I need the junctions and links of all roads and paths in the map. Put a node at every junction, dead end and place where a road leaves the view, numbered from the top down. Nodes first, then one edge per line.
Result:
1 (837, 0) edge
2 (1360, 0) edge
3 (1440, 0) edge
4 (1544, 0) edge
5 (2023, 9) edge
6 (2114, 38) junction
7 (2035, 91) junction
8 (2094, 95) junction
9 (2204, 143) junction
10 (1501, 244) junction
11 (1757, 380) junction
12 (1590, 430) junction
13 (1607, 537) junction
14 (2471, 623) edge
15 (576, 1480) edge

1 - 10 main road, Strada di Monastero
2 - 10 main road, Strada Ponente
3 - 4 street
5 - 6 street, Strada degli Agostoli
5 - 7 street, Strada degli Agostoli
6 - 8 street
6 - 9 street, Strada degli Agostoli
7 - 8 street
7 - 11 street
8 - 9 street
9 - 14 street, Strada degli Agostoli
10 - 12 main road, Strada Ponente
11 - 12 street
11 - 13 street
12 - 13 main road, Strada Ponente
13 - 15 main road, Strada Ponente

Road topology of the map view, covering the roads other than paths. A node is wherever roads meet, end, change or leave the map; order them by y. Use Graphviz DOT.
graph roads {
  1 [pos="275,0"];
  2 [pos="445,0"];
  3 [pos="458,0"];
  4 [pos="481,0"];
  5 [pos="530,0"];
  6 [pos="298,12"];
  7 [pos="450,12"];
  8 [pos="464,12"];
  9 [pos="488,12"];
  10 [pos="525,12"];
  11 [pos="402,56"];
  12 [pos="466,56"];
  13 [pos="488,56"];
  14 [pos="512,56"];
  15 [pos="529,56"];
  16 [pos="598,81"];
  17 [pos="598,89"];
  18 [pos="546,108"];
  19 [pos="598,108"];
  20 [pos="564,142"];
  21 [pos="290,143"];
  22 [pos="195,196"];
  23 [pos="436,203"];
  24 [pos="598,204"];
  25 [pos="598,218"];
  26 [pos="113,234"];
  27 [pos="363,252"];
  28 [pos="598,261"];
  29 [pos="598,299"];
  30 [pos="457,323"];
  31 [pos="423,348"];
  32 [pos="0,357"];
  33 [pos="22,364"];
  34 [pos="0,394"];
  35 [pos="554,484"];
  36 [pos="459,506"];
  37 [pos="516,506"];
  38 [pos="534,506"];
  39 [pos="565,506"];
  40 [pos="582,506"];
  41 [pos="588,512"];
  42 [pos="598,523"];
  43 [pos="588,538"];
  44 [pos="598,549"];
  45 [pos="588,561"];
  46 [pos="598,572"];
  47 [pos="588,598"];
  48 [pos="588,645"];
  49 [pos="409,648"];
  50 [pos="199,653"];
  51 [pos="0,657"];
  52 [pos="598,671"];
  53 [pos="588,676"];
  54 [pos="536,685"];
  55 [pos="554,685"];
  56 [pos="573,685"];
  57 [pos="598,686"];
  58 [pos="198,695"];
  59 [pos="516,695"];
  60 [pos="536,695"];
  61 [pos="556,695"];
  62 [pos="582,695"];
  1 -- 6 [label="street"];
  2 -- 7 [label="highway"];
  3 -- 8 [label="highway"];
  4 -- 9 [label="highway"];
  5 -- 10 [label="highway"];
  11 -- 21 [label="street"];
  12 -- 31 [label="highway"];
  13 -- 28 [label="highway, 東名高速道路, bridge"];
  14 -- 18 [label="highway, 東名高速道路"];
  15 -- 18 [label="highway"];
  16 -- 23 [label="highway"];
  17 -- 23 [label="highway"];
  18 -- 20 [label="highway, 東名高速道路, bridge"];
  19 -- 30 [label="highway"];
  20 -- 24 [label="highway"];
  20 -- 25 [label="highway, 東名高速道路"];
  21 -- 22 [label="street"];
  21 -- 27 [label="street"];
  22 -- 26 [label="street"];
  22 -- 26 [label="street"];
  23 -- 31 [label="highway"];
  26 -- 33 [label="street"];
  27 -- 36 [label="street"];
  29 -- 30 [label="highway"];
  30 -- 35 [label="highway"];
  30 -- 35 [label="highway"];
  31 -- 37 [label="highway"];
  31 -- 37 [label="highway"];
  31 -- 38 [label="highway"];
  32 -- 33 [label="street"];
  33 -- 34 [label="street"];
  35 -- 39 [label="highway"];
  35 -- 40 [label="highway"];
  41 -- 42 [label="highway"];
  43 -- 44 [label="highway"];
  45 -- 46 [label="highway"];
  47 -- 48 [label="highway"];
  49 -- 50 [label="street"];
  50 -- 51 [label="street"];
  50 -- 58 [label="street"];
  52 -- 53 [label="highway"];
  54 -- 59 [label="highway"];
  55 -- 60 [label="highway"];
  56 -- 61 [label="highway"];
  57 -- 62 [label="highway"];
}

================================

From the entries, copy out each line containing the word "paths".

I need the junctions and links of all roads and paths in the map. Put a node at every junction, dead end and place where a road leaves the view, numbered from the top down. Nodes first, then one edge per line.
Road topology of the map view, covering the roads other than paths. A node is wherever roads meet, end, change or leave the map; order them by y. Use Graphviz DOT.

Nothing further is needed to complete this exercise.